4.1.7 GLOSSAR

Kreativität bezeichnet die Fähigkeit, neue Problemstellungen durch die Anwendung erworbener Fähigkeiten zu lösen. Eine einfache aber implikationsreiche Definition stammt von Holm-Hadulla (2010): Kreativität besteht in einer Neukombination von Informationen. Dies bedeutet, dass kreative Neuerungen nur möglich sind, wenn Wissen und Können (Informationen) bereits vorhanden sind. Die Anwendung erworbener Fähigkeiten auf ein neues Problem wird als kreativer Prozess bezeichnet. In jüngerer Vergangenheit wurde diese Fähigkeit vermehrt zum Gegenstand des Interesses von Wirtschaft und Wissenschaft. Die Erforschung kreativer Prozesse und ihre Beherrschbarkeit und Berechenbarkeit gewinnt zunehmend an Bedeutung.
(Quelle: http://de.wikipedia.org/wiki/Kreativit%C3%A4t)

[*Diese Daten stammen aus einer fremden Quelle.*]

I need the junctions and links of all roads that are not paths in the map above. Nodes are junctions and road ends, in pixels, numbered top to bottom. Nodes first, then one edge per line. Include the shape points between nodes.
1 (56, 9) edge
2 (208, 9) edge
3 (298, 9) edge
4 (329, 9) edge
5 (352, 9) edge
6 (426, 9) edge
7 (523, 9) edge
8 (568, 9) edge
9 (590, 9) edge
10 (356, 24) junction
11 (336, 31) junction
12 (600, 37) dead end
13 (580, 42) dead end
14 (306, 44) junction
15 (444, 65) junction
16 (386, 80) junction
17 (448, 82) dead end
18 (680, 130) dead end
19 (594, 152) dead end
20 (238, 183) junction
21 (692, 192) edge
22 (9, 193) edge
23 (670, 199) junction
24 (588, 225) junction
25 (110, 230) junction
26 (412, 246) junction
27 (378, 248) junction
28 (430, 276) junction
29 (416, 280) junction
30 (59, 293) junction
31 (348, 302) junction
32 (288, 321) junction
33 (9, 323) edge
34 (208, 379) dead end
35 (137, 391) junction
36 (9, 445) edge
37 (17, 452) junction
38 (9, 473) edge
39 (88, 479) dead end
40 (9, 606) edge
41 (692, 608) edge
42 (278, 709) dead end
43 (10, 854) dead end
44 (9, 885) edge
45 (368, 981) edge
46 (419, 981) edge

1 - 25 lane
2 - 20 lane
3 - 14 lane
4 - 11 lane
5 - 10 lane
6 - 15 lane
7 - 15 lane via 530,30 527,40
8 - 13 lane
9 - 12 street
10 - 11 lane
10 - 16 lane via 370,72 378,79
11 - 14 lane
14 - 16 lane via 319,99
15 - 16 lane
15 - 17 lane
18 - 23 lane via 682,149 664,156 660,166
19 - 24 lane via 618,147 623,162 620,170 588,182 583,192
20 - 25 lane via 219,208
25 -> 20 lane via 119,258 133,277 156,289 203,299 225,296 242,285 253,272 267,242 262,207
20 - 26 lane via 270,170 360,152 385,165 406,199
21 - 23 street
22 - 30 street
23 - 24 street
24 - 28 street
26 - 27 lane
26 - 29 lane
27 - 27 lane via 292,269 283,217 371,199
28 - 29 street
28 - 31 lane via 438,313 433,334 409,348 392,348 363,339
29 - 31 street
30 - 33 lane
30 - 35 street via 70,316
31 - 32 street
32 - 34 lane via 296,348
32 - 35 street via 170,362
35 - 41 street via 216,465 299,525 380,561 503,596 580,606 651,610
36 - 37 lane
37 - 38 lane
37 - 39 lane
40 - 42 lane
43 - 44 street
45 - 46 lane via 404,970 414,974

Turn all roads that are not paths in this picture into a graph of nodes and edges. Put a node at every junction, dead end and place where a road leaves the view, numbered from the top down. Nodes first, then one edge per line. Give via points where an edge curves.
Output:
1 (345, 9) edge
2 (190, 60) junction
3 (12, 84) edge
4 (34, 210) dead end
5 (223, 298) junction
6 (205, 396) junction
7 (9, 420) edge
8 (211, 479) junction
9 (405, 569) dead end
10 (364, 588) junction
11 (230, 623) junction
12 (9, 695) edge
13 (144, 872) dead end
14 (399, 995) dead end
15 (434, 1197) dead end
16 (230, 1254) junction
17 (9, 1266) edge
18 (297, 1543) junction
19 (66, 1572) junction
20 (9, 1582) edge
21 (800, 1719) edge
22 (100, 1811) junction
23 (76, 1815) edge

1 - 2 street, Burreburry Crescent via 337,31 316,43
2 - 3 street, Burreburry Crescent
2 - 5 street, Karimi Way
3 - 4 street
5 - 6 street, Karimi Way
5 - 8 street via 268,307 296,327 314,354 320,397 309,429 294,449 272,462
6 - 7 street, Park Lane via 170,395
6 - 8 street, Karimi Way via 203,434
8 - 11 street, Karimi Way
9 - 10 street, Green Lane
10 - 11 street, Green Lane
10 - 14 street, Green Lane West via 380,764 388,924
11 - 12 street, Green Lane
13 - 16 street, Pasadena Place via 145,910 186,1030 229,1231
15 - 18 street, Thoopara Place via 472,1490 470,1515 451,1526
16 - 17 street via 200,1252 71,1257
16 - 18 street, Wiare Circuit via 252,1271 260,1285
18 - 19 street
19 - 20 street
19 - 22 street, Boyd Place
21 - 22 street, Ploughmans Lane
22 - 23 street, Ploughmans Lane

Kreatives Produkt: etwas Neues, Originales.
(Quelle: InnoSupport: Supporting Innovation in SMEs. 4.1 Foundations of Generating Ideas)

Kreative Umgebung: Klima oder Kontext, in dem der Kreativitätsprozess stattfindet. (Source: InnoSupport: Supporting Innovation in SMEs. 4.1 Foundations of Generating Ideas)

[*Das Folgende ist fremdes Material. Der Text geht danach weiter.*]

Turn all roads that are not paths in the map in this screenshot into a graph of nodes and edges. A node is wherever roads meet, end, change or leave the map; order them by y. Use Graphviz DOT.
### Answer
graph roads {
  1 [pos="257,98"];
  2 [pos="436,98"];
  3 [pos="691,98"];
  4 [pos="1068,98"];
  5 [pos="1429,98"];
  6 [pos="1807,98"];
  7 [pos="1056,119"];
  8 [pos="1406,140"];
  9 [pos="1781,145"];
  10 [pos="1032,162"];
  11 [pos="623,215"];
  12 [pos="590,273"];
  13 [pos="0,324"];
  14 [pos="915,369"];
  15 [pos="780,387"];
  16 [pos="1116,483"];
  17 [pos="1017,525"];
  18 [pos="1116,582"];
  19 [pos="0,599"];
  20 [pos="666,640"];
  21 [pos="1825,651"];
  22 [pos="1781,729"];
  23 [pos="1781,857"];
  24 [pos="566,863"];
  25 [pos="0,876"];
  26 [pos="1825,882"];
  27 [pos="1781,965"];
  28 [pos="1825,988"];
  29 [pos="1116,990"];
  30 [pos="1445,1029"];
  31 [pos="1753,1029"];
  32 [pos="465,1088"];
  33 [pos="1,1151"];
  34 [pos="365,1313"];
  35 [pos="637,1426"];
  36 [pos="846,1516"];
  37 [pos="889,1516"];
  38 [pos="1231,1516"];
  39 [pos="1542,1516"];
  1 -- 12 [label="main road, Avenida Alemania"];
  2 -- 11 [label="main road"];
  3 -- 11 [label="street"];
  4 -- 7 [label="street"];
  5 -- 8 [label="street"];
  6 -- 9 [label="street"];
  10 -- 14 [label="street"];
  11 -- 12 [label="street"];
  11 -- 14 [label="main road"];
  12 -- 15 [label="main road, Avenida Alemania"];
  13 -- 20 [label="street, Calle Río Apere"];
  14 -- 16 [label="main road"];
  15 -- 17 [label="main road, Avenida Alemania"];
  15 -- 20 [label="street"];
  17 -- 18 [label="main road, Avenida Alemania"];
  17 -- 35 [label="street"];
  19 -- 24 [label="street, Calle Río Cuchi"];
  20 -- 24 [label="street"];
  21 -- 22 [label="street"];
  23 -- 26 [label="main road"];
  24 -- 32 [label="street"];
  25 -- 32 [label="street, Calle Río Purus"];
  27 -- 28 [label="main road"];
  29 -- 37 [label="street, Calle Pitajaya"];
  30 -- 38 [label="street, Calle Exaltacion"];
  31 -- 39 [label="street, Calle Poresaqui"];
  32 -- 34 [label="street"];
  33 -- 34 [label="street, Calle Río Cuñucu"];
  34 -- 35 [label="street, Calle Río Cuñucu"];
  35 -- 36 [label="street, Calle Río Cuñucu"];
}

Fluss ist das mentale Stadium, in dem jemand vollständig in eine Aktivität eingetaucht ist, in einem Gefühl energetischer Konzentration, vollen Einsatzes und des Erfolgs der Aktivität. Vorgeschlagen von Mihály Csíkszentmihályi, wird auf das Konzept der ie im Zusammenhang mit zahlreichen Gebieten verwiesen.

Innere/Intrinsische Motivation bezieht sich auf eine Motivation, die von Interesse oder dem Genuss der Aufgabe selbst angetrieben wird und existiert beim Individuum, so dass keinerlei Druck von außen erforderlich ist. Intrinsische Motivation wird seit den frühen 1970er Jahren von  Sozial- und Erziehungspsychologen studiert. Die Forschungen haben ergeben, dass sie üblicherweise mit hohem Bildungsgrad und Vergnügen bei den Lernenden assoziiert wird. Erklärungen der intrinsischen Motivation finden sich im Zusammenhang mit Fritz Heiders Attributionstheorie, Banduras Arbeit über Selbstwirksamkeit und Deci und Ryans Kognitive Evaluationstheorie (siehe self-determination theory).